The funds will help HP design systems and encourage software companies during the next three years, the computer maker plans to announce Thursday. HP will spend money to recruit software companies to Itanium and help them optimize and market their products for Itanium.

HP and Intel, which co-developed the Itanium chip family for more than a decade, initially declined to comment on the agreement to transfer HP's chip designers to Intel, but late Wednesday HP confirmed and detailed the plan.

"Several hundred" engineers in HP's Fort Collins, Colo., operation will move to Intel, "bolstering the development of multicore, multithreaded processors." Those technologies let a single processor perform more tasks simultaneously. The companies with the prime Itanium rivals--Sun Microsystems, IBM, Advanced Micro Devices--all are headed that direction as well.

HP isn't shedding all its Itanium expertise. It will continue to design chipsets, the crucial chips that connect processors to memory, network, storage and other subsystems.

HP is in midst of a years-long process of phasing out its own PA-RISC processor design in favor of Itanium, with which the Palo Alto, Calif.-based company employs a fundamental design that will outlast rivals. However, HP and Itanium have faced tough challenges getting Itanium to catch on.

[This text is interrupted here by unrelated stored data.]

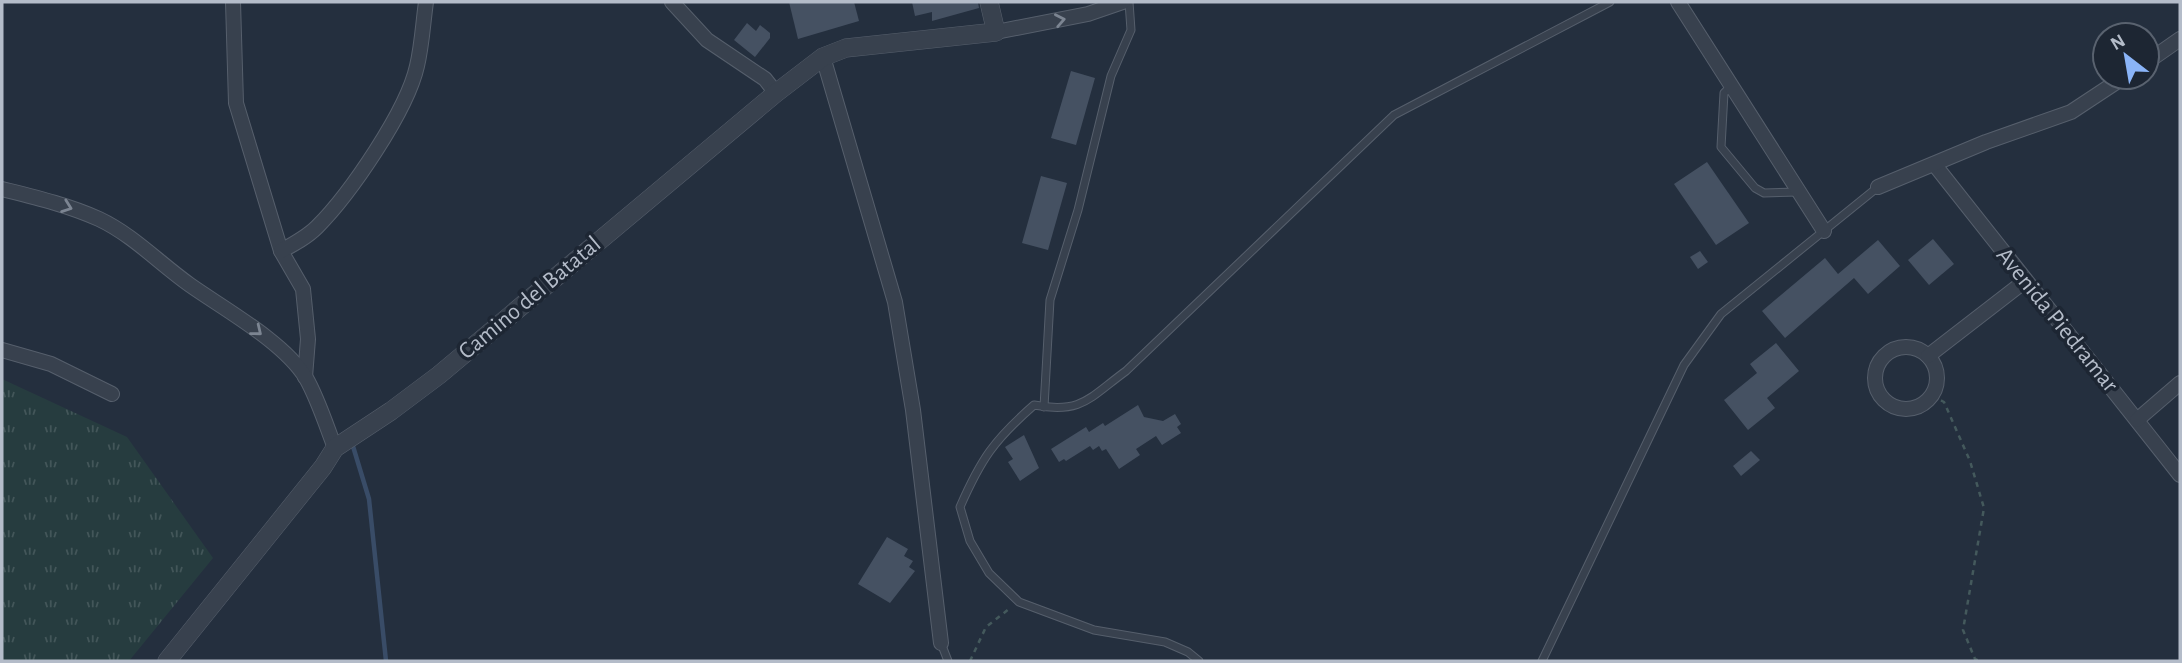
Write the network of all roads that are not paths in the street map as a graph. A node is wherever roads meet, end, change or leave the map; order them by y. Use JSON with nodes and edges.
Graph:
{"nodes":[{"id":1,"x":233,"y":2,"type":"edge"},
{"id":2,"x":426,"y":2,"type":"edge"},
{"id":3,"x":672,"y":2,"type":"edge"},
{"id":4,"x":989,"y":2,"type":"edge"},
{"id":5,"x":1123,"y":2,"type":"edge"},
{"id":6,"x":1129,"y":2,"type":"edge"},
{"id":7,"x":1610,"y":2,"type":"edge"},
{"id":8,"x":1678,"y":2,"type":"edge"},
{"id":9,"x":996,"y":32,"type":"junction"},
{"id":10,"x":2180,"y":39,"type":"edge"},
{"id":11,"x":2161,"y":52,"type":"edge"},
{"id":12,"x":823,"y":57,"type":"junction"},
{"id":13,"x":1731,"y":86,"type":"junction"},
{"id":14,"x":2103,"y":91,"type":"edge"},
{"id":15,"x":776,"y":93,"type":"junction"},
{"id":16,"x":1934,"y":164,"type":"junction"},
{"id":17,"x":1878,"y":187,"type":"joint"},
{"id":18,"x":2,"y":189,"type":"edge"},
{"id":19,"x":1799,"y":192,"type":"junction"},
{"id":20,"x":1824,"y":231,"type":"junction"},
{"id":21,"x":281,"y":251,"type":"junction"},
{"id":22,"x":2025,"y":281,"type":"junction"},
{"id":23,"x":2,"y":350,"type":"edge"},
{"id":24,"x":1928,"y":356,"type":"junction"},
{"id":25,"x":305,"y":377,"type":"junction"},
{"id":26,"x":2180,"y":383,"type":"edge"},
{"id":27,"x":112,"y":394,"type":"dead end"},
{"id":28,"x":1044,"y":407,"type":"junction"},
{"id":29,"x":2137,"y":420,"type":"junction"},
{"id":30,"x":335,"y":447,"type":"junction"},
{"id":31,"x":2180,"y":475,"type":"edge"},
{"id":32,"x":942,"y":643,"type":"joint"},
{"id":33,"x":167,"y":661,"type":"edge"},
{"id":34,"x":947,"y":661,"type":"edge"},
{"id":35,"x":1199,"y":661,"type":"edge"},
{"id":36,"x":1542,"y":661,"type":"edge"}],
"edges":[{"from":1,"to":21,"type":"street"},
{"from":2,"to":21,"type":"street"},
{"from":3,"to":15,"type":"street"},
{"from":4,"to":9,"type":"street"},
{"from":9,"to":5,"type":"street","name":"Camino del Batatal","one_way":true},
{"from":6,"to":28,"type":"lane"},
{"from":7,"to":28,"type":"lane"},
{"from":8,"to":13,"type":"street"},
{"from":9,"to":12,"type":"street","name":"Camino del Batatal"},
{"from":10,"to":11,"type":"street"},
{"from":12,"to":15,"type":"street","name":"Camino del Batatal"},
{"from":12,"to":32,"type":"street"},
{"from":13,"to":19,"type":"street"},
{"from":13,"to":19,"type":"lane"},
{"from":14,"to":16,"type":"street"},
{"from":15,"to":30,"type":"street","name":"Camino del Batatal"},
{"from":16,"to":17,"type":"street"},
{"from":16,"to":22,"type":"street","name":"Avenida Piedramar"},
{"from":17,"to":20,"type":"lane"},
{"from":18,"to":25,"type":"street","one_way":true},
{"from":19,"to":20,"type":"street"},
{"from":20,"to":36,"type":"lane"},
{"from":21,"to":25,"type":"street"},
{"from":22,"to":24,"type":"street"},
{"from":22,"to":29,"type":"street","name":"Avenida Piedramar"},
{"from":23,"to":27,"type":"street"},
{"from":24,"to":24,"type":"street"},
{"from":25,"to":30,"type":"street"},
{"from":26,"to":29,"type":"street"},
{"from":28,"to":35,"type":"lane"},
{"from":29,"to":31,"type":"street","name":"Avenida Piedramar"},
{"from":30,"to":33,"type":"street"},
{"from":32,"to":34,"type":"lane"}]}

The Itanium allies once hoped Itanium would conquer the server landscape, but have scaled back ambitions to the relatively modest goal of competing against IBM's Power and Sun's UltraSparc that employ the reduced instruction set computing (RISC) approach.

HP's investment is designed to "vault Intel Itanium 2-based HP Integrity servers to the leadership position in the $20 billion market currently served by RISC processors," HP said in a statement. "As HP and Intel continue to invest in server innovation and Itanium, Integrity servers become a 'must have' competitive weapon to drive customer value for the next decade and beyond," Chief Executive Carly Fiorina said in the statement.

One of the chief stumbling blocks in Intel's Itanium plans has been the popularity of its Xeon processors, close cousins of the Pentium line. These x86 chips, unlike Itanium, are able to easily run a vast collection of software.

AMD threw another wrench in the Itanium works with 64-bit x86 memory extensions in 2003, which along with a similar move by Intel in 2004 undermined one of the advantages Itanium had over x86 chips.